[Images with bounding boxes]
□ □ □

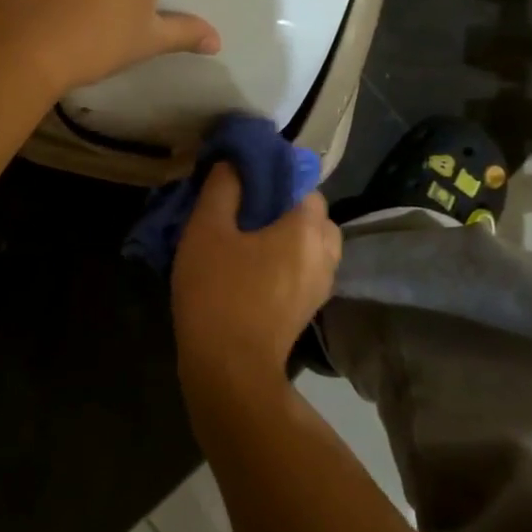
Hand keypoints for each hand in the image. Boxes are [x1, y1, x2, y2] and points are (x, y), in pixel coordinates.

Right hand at [173, 163, 341, 397]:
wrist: (230, 368)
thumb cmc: (217, 292)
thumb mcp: (206, 231)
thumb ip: (222, 189)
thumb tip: (234, 164)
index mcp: (306, 229)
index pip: (305, 184)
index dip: (278, 176)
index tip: (248, 180)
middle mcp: (325, 254)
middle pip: (315, 216)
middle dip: (287, 208)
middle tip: (249, 210)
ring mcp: (321, 286)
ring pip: (314, 246)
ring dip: (291, 237)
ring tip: (253, 240)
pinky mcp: (309, 310)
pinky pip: (306, 271)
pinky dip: (289, 262)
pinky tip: (256, 268)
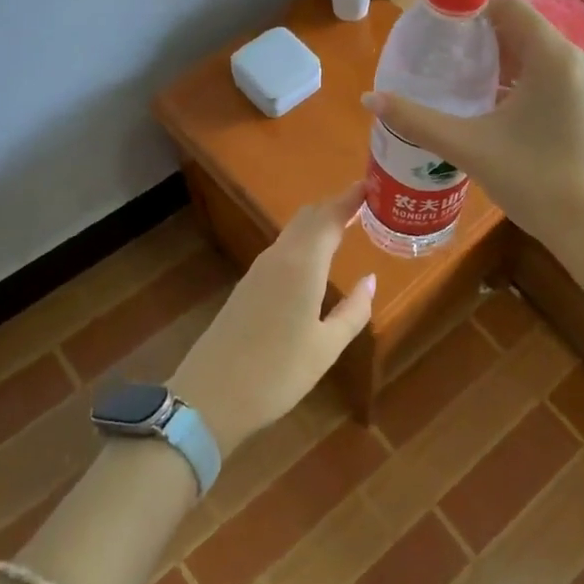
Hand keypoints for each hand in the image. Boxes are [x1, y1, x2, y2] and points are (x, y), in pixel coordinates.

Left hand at [168, 184, 374, 457]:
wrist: (209, 398)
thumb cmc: (277, 373)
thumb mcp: (326, 347)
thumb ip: (353, 310)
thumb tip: (370, 279)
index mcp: (302, 264)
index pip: (330, 215)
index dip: (352, 197)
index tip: (374, 185)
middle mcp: (279, 257)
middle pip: (309, 217)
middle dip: (336, 206)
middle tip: (366, 205)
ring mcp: (258, 270)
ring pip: (293, 232)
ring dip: (319, 224)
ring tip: (346, 228)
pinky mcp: (246, 286)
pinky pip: (282, 249)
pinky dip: (304, 242)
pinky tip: (315, 260)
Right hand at [365, 0, 583, 252]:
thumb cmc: (534, 180)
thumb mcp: (469, 147)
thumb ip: (417, 120)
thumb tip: (369, 98)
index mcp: (554, 56)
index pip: (511, 8)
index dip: (473, 13)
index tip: (443, 36)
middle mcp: (581, 60)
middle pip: (526, 31)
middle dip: (486, 43)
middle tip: (449, 65)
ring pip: (542, 56)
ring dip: (506, 65)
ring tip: (468, 89)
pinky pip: (557, 77)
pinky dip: (528, 83)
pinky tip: (501, 112)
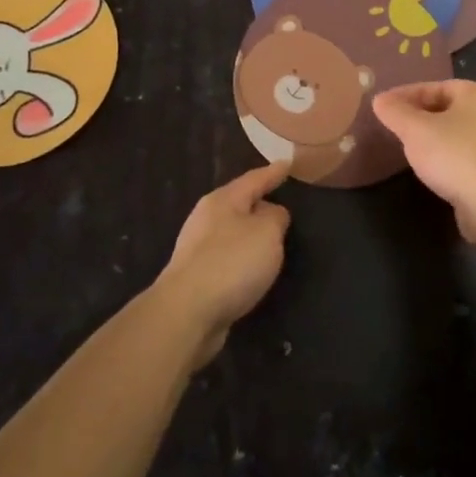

□ □ □

### Exercise directions
Set down the lines from the one containing "middle pip: (309, 217)" through the last line of the records above, both included, exactly as they appear and with no other text. Pictures should not be set down.

### Response area
middle pip: (309, 217)
middle dip: (336, 206)
middle tip: (366, 205)
ring mcp: (258, 270)
ring pip: (293, 232)
ring dip: (319, 224)
ring tip: (346, 228)
pinky mcp: (246, 286)
pinky pip: (282, 249)
pinky dip: (304, 242)
pinky tip: (315, 260)
Right hand at [365, 0, 583, 252]:
thumb cmc: (534, 180)
thumb mcp: (469, 147)
thumb ip: (417, 120)
thumb tip: (369, 98)
index mcp: (554, 56)
index pip: (511, 8)
index dip: (473, 13)
index tip: (443, 36)
middle mcp: (581, 60)
middle pip: (526, 31)
middle dip: (486, 43)
middle tip: (449, 65)
ring pip: (542, 56)
ring dip: (506, 65)
ring tip: (468, 89)
pinky pip: (557, 77)
pinky dip: (528, 83)
pinky tip: (501, 112)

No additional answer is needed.